** INFORMATION PROVIDED follows **

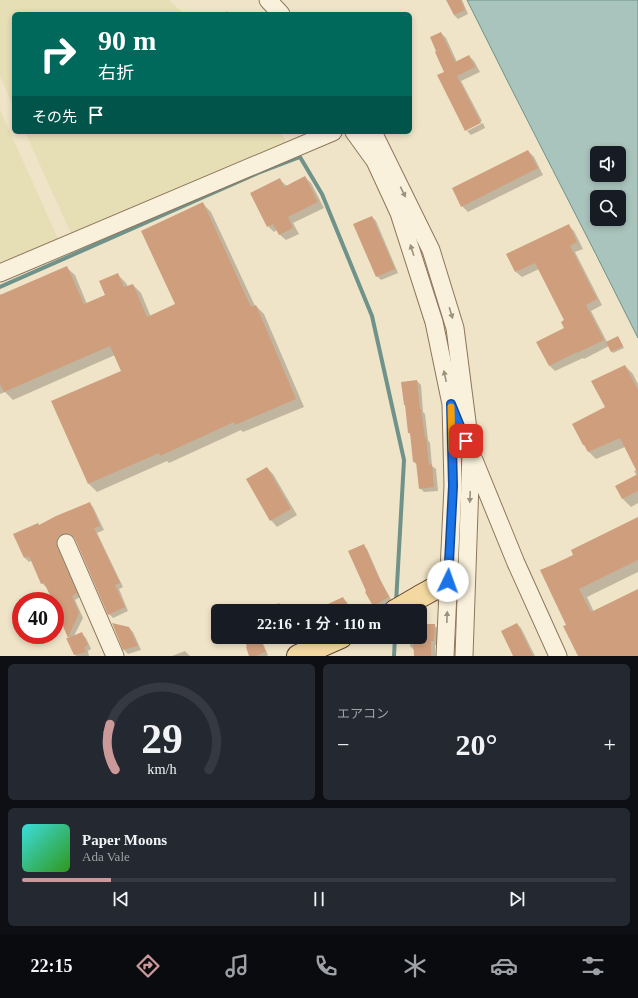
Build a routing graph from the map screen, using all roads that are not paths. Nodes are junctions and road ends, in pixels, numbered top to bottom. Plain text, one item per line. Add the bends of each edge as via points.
1 (268, 0) edge
2 (281, 0) edge
3 (280, 12) edge
4 (292, 12) edge
5 (328, 134) edge
6 (355, 134) edge
7 (374, 134) edge
8 (0, 274) edge
9 (451, 404) junction
10 (471, 453) junction
11 (66, 543) dead end
12 (448, 581) junction
13 (407, 604) edge
14 (325, 644) edge
15 (115, 656) edge
16 (298, 656) edge
17 (445, 656) edge
18 (464, 656) edge
19 (558, 656) edge

1 - 3 street
2 - 4 street
5 - 8 street
9 -> 6 street via 434,322 399,213 375,161
7 -> 10 street via 431,250 455,328
9 - 10 street
9 - 12 street via 453,486
10 -> 18 street
10 - 19 street
11 - 15 street
12 - 13 main road
17 -> 12 street
14 - 16 main road

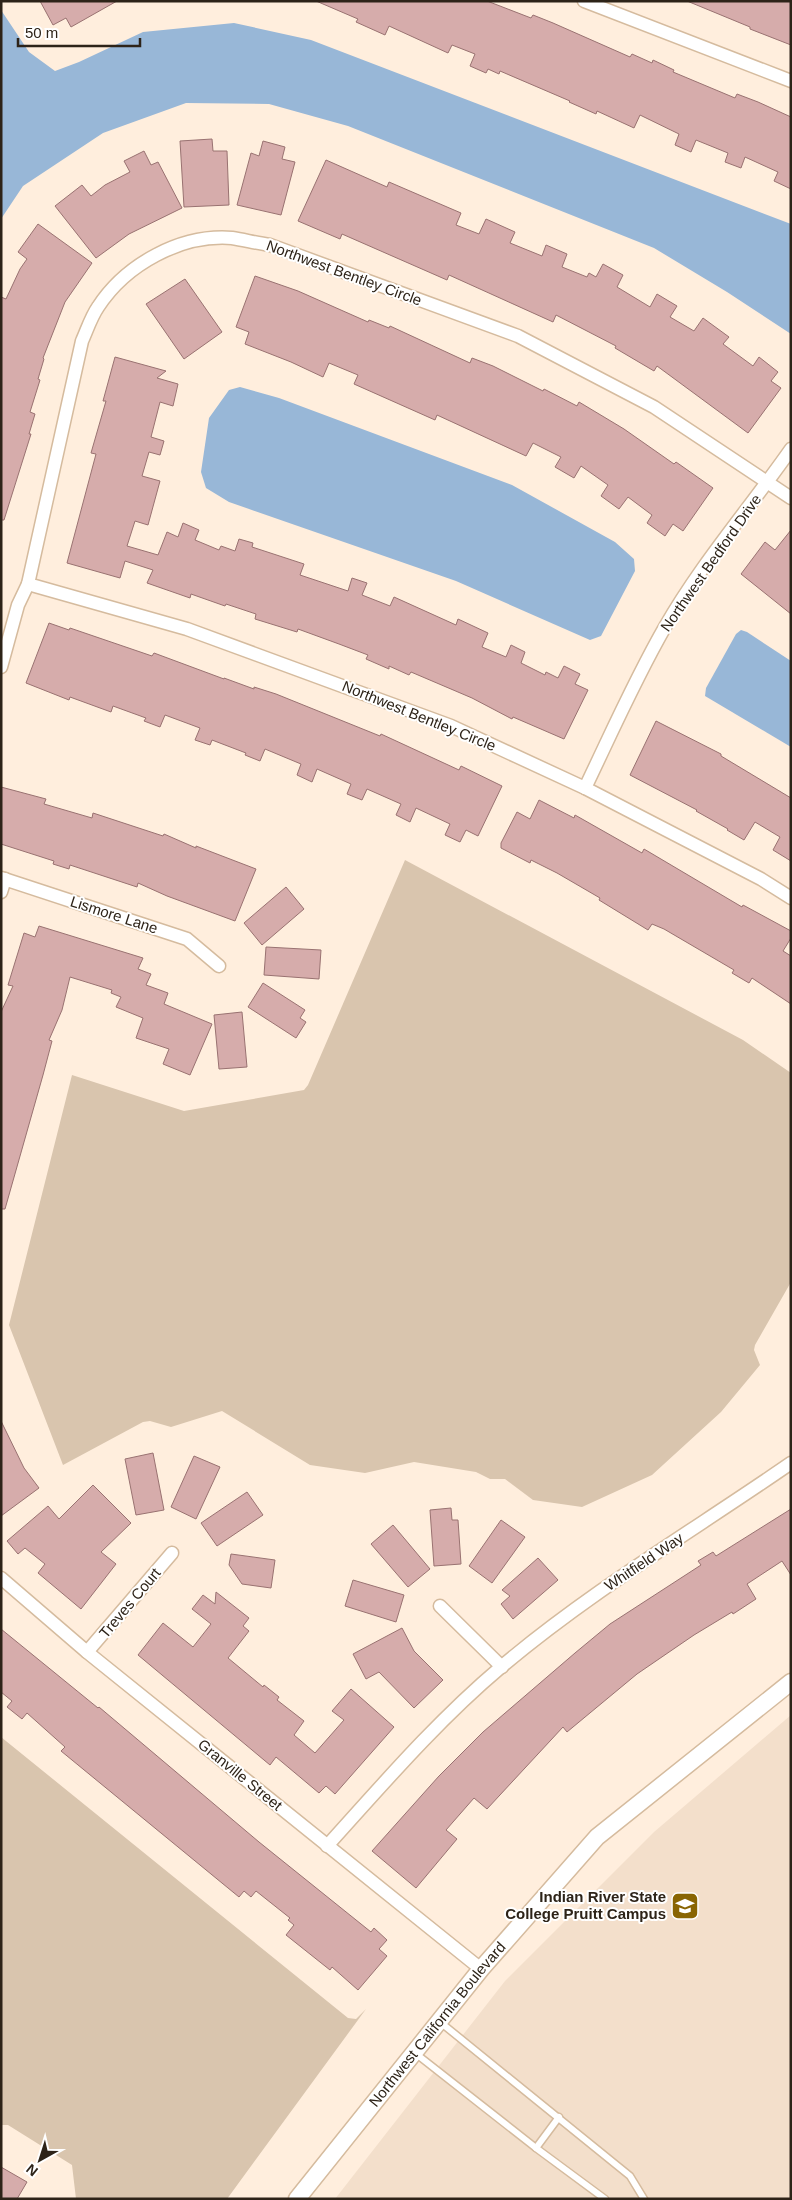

** End of INFORMATION PROVIDED **

Reproduce the listing word for word. Do not carry over the pictures.

▶ ANSWER AREA
Build a routing graph from the map screen, using all roads that are not paths. Nodes are junctions and road ends, in pixels, numbered top to bottom. Plain text, one item per line. Add the bends of each edge as via points.
1 (268, 0) edge
2 (281, 0) edge
3 (280, 12) edge
4 (292, 12) edge
5 (328, 134) edge
6 (355, 134) edge
7 (374, 134) edge
8 (0, 274) edge
9 (451, 404) junction
10 (471, 453) junction
11 (66, 543) dead end
12 (448, 581) junction
13 (407, 604) edge
14 (325, 644) edge
15 (115, 656) edge
16 (298, 656) edge
17 (445, 656) edge
18 (464, 656) edge
19 (558, 656) edge

1 - 3 street
2 - 4 street
5 - 8 street
9 -> 6 street via 434,322 399,213 375,161
7 -> 10 street via 431,250 455,328
9 - 10 street
9 - 12 street via 453,486
10 -> 18 street
10 - 19 street
11 - 15 street
12 - 13 main road
17 -> 12 street
14 - 16 main road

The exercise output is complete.